Health systems are complex organizations with expansive investments in facilities, labor and technology. As Jefferson Health illustrates, embracing healthier outcomes, equity and well-being is liberating. it enables health systems to engage productively with their communities.

Absent this commitment, the yawning services-need gap will widen, health disparities will increase and the state of the nation’s health will worsen. Embracing health as an organizational imperative is clarifying. It’s what management guru peter Drucker meant when distinguishing between “doing things right” and “doing the right thing.”

Doing the right thing requires health systems to make absolute commitments to putting consumers’ interests first. Those that do so will gain market relevance. Those that don’t will lose it.

Let’s apply “Klaskoian” logic to health systems’ current reality. Healthy multipliers will gain increasing importance during the next 10 years. Doesn’t it make strategic sense to invest in them now? The answer is beyond obvious.

Footnotes

a. Venkataramani, A.S., O’Brien, R., and Tsai, A.C., “Declining life expectancy in the United States: The need for social policy as health policy,” JAMA Network, Feb. 16, 2021.
b. Hales, C.M., Carroll, M.D., Fryar, C.D., and Ogden, C.L., “Prevalence of obesity and severe obesity among adults: United States, 2017–2018,” CDC National Center of Health Statistics, NDHS data brief, February 2020.
c. National Center for Chronic Disease Prevention and Health Promotion, “Health and economic costs of chronic diseases,” CDC, page last reviewed March 9, 2022.
d. Advisory Board, “Steve Klasko on diverging from the ‘natural order of things’ to move health care forward,” Daily Briefing, Nov. 2, 2021.

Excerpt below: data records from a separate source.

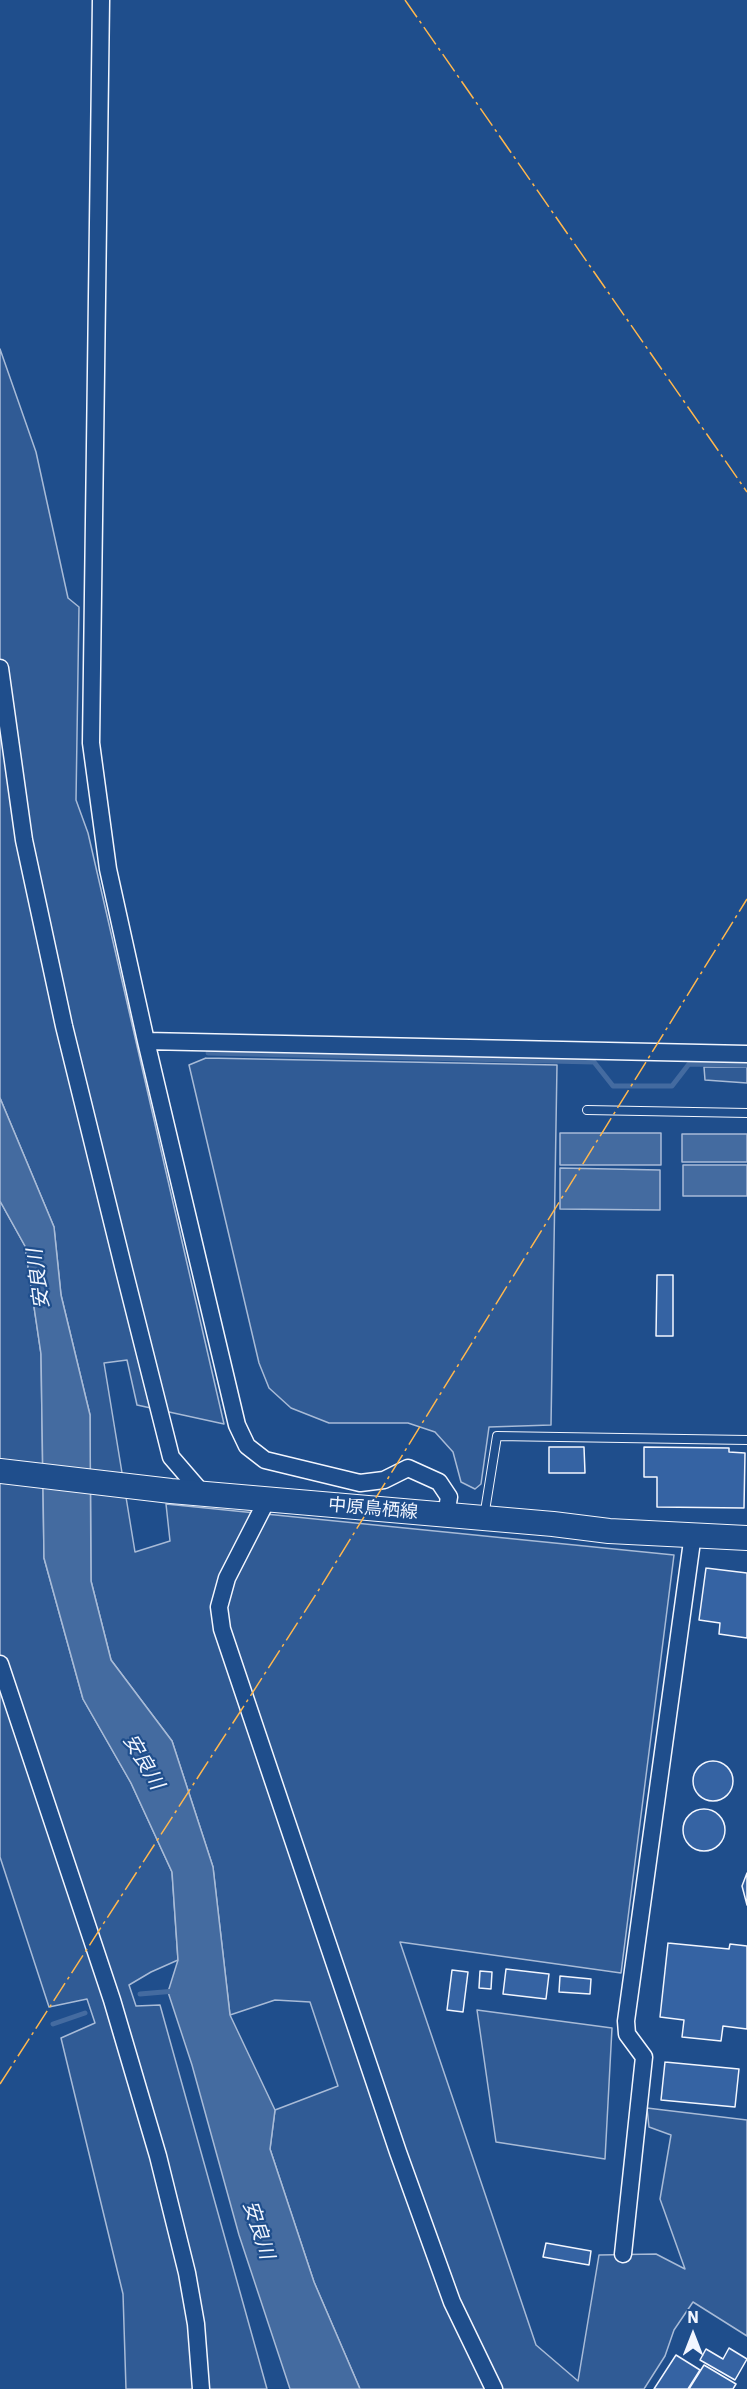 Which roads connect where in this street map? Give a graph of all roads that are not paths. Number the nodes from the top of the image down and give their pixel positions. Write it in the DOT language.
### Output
graph roads {
  1 [pos="101,0"];
  2 [pos="0,668"];
  3 [pos="146,1041"];
  4 [pos="747,1054"];
  5 [pos="587,1110"];
  6 [pos="747,1113"];
  7 [pos="747,1440"];
  8 [pos="0,1471"];
  9 [pos="203,1494"];
  10 [pos="267,1500"];
  11 [pos="446,1515"];
  12 [pos="484,1519"];
  13 [pos="693,1534"];
  14 [pos="747,1538"];
  15 [pos="0,1664"];
  16 [pos="623,2254"];
  17 [pos="201,2389"];
  18 [pos="494,2389"];
  1 -- 3 [label="street"];
  2 -- 9 [label="street"];
  3 -- 4 [label="street"];
  3 -- 11 [label="street"];
  5 -- 6 [label="lane"];
  7 -- 12 [label="lane"];
  8 -- 9 [label="main road, 中原鳥栖線"];
  9 -- 10 [label="main road, 中原鳥栖線"];
  10 -- 11 [label="main road, 中原鳥栖線"];
  10 -- 18 [label="street"];
  11 -- 12 [label="main road, 中原鳥栖線"];
  12 -- 13 [label="main road, 中原鳥栖線"];
  13 -- 14 [label="main road, 中原鳥栖線"];
  13 -- 16 [label="street"];
  15 -- 17 [label="street"];
} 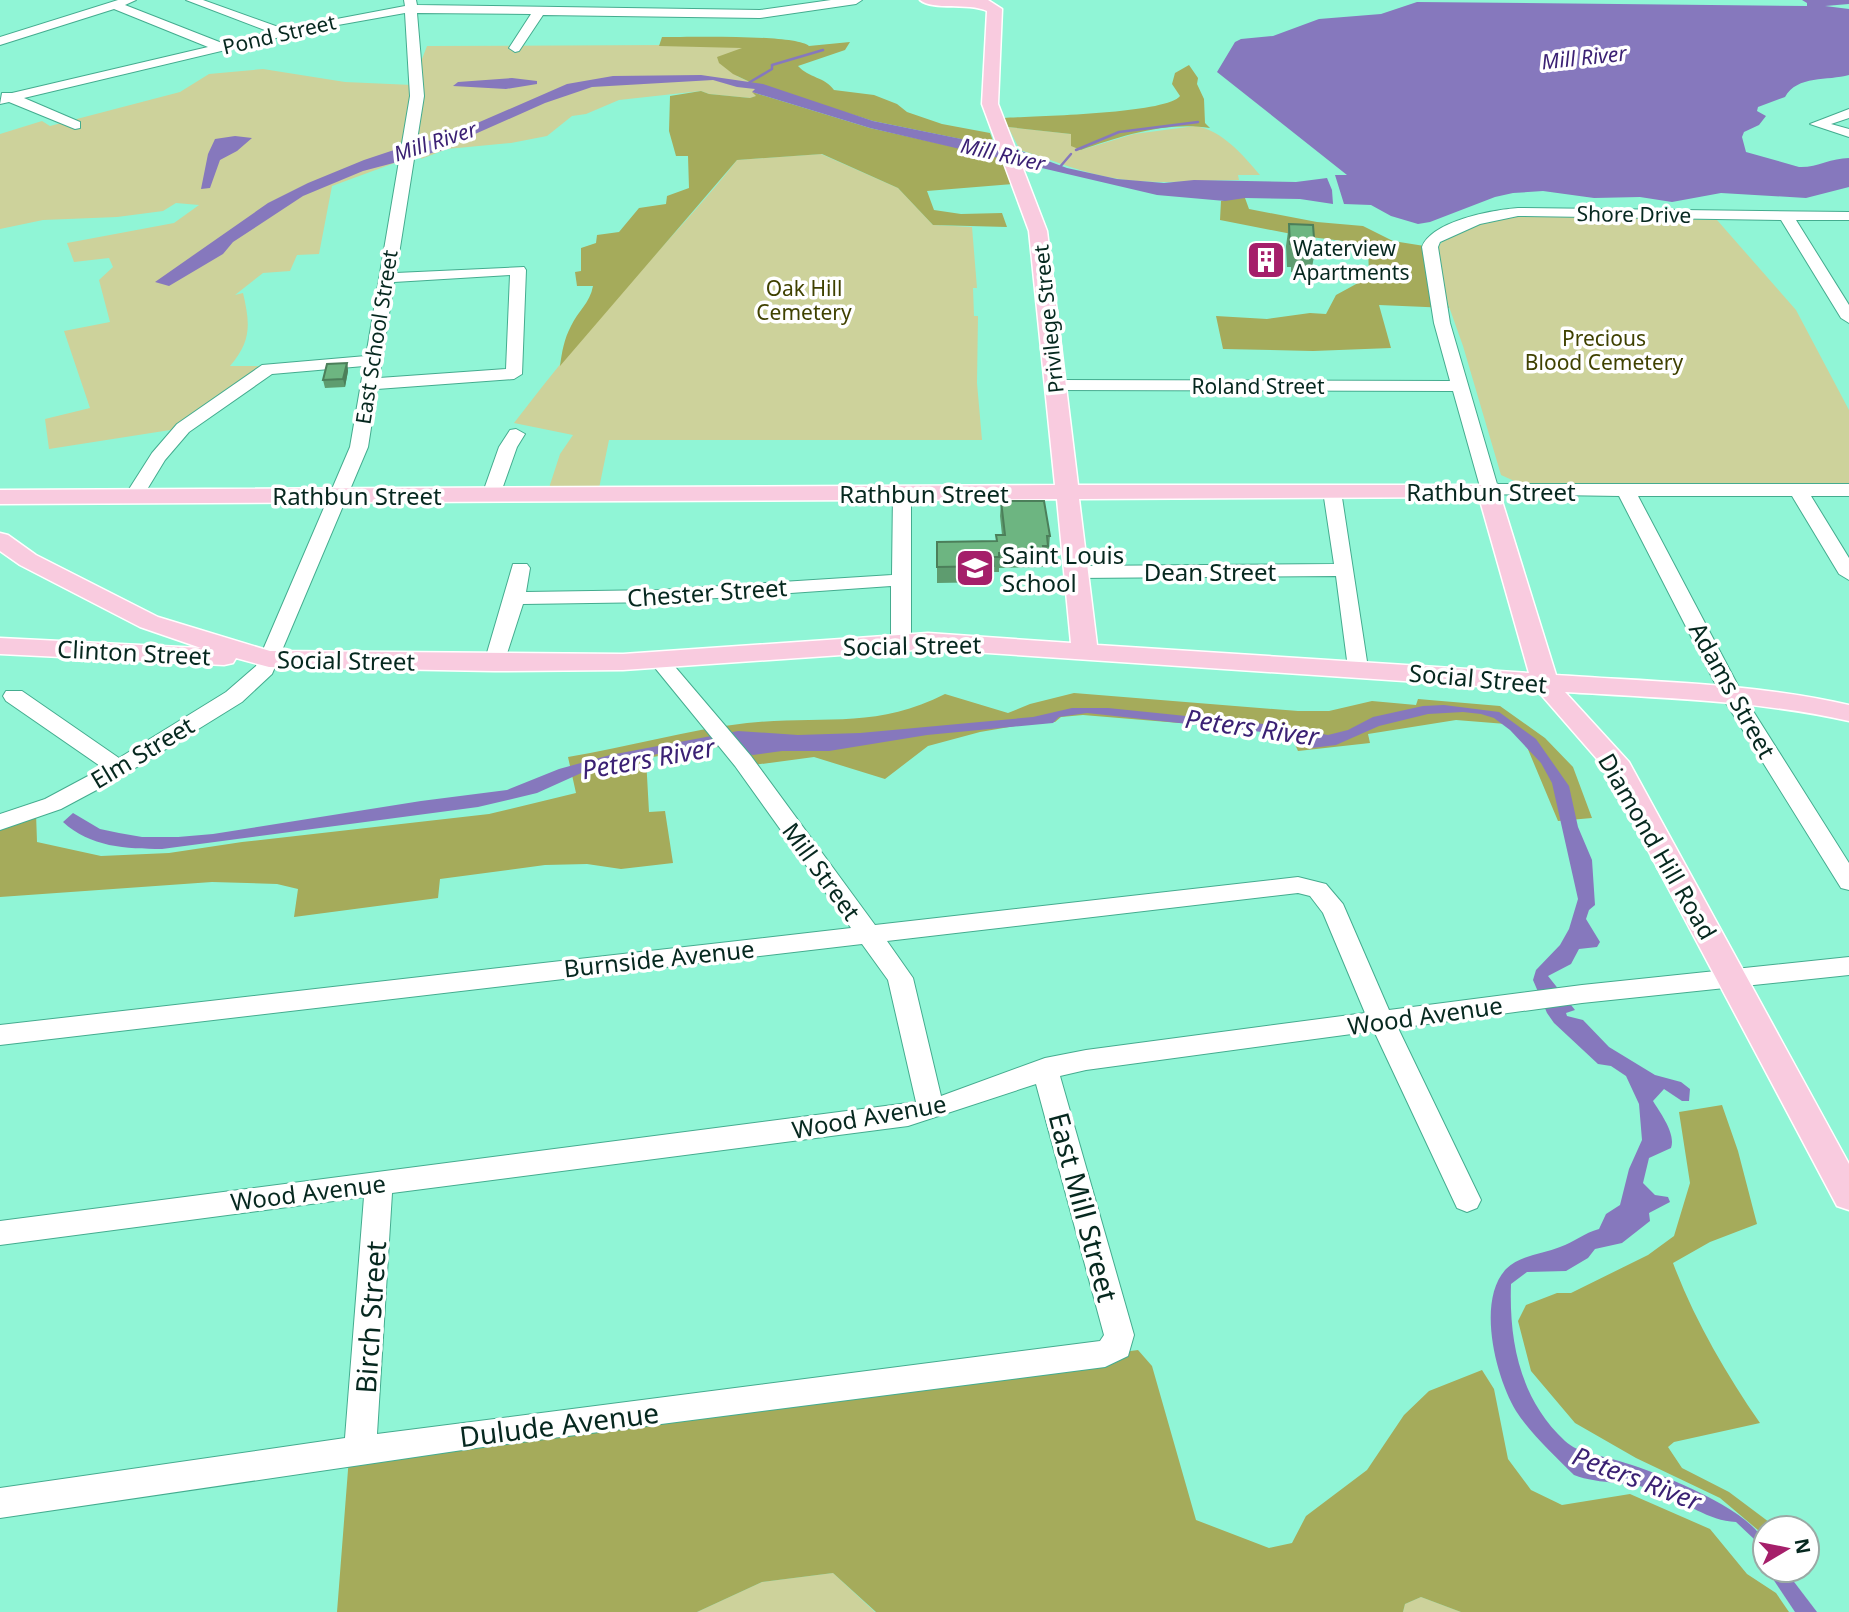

Checklist for remedying the services-need mismatch

Here are seven strategic steps health systems can undertake to overcome services-need mismatches:

  1. Document and measure care gaps.
  2. Make consumers’ health and well-being the organizational priority.
  3. Understand the cultural dynamics linking poverty and poor health.
  4. Partner with like-minded organizations to promote healthier communities.
  5. Prioritize holistic primary care, preventive and mental health services.
  6. Address disparities in healthcare outcomes.
  7. Invest expansively in healthy multipliers.